======== Excerpted records

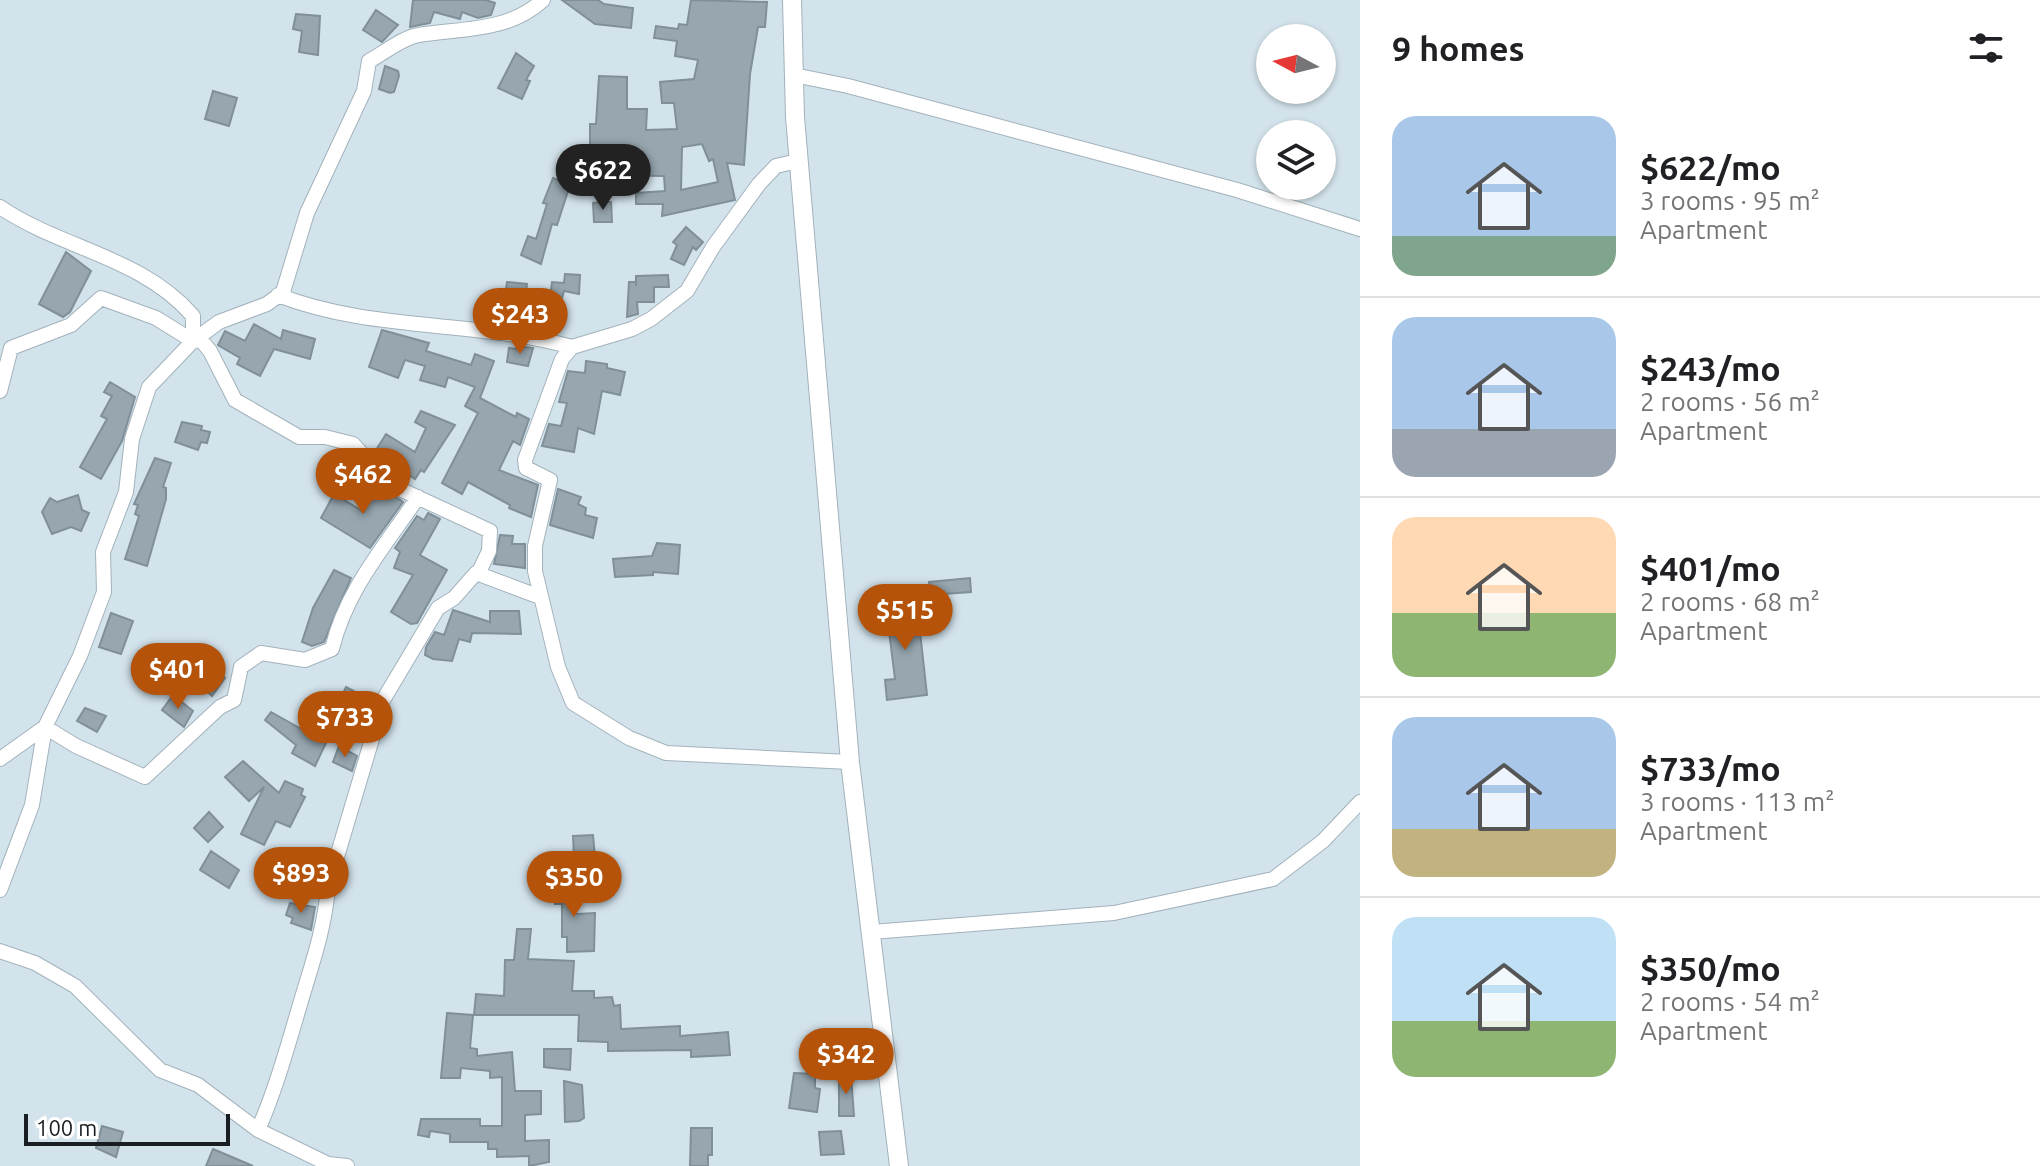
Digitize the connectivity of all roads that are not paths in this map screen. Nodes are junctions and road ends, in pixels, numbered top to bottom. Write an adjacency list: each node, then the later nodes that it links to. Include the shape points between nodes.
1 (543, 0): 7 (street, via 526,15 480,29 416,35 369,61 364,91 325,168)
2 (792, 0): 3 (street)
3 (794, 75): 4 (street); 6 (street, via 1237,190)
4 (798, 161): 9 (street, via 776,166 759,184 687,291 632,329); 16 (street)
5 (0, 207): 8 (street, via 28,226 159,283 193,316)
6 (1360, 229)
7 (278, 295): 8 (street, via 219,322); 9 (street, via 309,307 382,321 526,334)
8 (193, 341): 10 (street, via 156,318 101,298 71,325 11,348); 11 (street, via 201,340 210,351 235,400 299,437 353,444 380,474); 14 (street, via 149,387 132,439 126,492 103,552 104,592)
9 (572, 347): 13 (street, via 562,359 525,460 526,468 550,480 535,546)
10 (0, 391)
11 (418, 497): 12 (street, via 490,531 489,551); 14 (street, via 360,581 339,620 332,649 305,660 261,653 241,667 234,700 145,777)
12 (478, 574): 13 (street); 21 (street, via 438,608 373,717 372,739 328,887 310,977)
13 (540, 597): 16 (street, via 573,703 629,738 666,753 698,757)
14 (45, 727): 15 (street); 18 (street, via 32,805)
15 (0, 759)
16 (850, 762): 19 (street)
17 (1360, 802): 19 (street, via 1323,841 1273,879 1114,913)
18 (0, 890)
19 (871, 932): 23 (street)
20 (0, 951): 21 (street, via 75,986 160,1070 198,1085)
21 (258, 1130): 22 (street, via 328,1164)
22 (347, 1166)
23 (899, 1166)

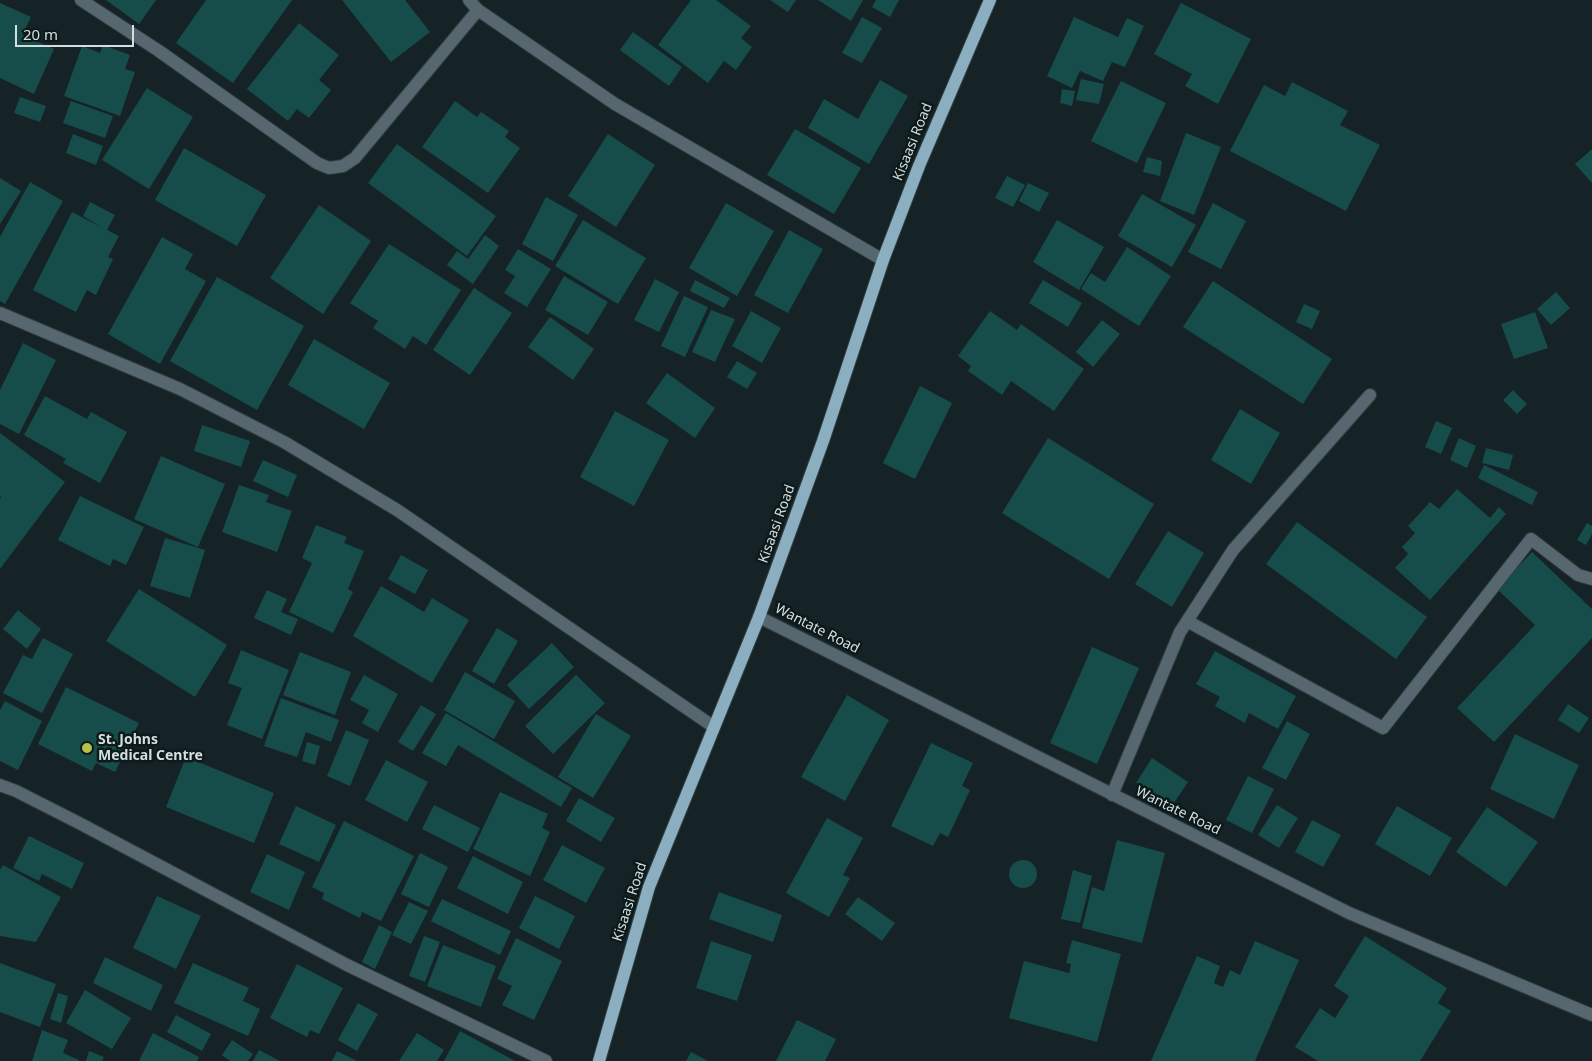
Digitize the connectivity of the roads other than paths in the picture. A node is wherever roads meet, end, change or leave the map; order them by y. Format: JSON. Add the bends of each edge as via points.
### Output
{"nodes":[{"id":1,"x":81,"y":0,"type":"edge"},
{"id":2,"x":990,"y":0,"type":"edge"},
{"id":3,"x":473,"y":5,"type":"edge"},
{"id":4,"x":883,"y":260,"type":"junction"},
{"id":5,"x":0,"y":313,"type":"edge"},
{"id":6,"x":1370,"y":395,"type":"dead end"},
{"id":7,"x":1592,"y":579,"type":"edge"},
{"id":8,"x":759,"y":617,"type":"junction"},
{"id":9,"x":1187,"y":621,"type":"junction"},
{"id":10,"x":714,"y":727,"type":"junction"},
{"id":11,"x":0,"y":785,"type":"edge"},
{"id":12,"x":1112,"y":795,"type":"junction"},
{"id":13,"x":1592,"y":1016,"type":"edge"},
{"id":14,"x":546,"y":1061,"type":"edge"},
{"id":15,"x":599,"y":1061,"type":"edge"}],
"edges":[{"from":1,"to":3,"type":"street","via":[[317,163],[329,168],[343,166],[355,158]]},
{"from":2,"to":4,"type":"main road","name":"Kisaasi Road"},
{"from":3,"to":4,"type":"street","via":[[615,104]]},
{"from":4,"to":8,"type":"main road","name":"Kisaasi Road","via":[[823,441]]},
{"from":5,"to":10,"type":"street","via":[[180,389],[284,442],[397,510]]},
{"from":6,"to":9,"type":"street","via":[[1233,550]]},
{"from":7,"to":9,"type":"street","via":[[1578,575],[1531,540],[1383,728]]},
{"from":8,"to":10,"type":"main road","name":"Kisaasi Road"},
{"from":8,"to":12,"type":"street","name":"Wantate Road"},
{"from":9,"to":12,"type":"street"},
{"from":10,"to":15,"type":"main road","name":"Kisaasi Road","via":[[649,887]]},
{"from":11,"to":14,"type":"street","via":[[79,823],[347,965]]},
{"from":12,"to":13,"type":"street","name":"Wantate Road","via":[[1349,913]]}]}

================

◆ Task to carry out ◆
Go through the data above and count the lines that hold "paths". Respond with the number and no other words.

◆ Answer below ◆
2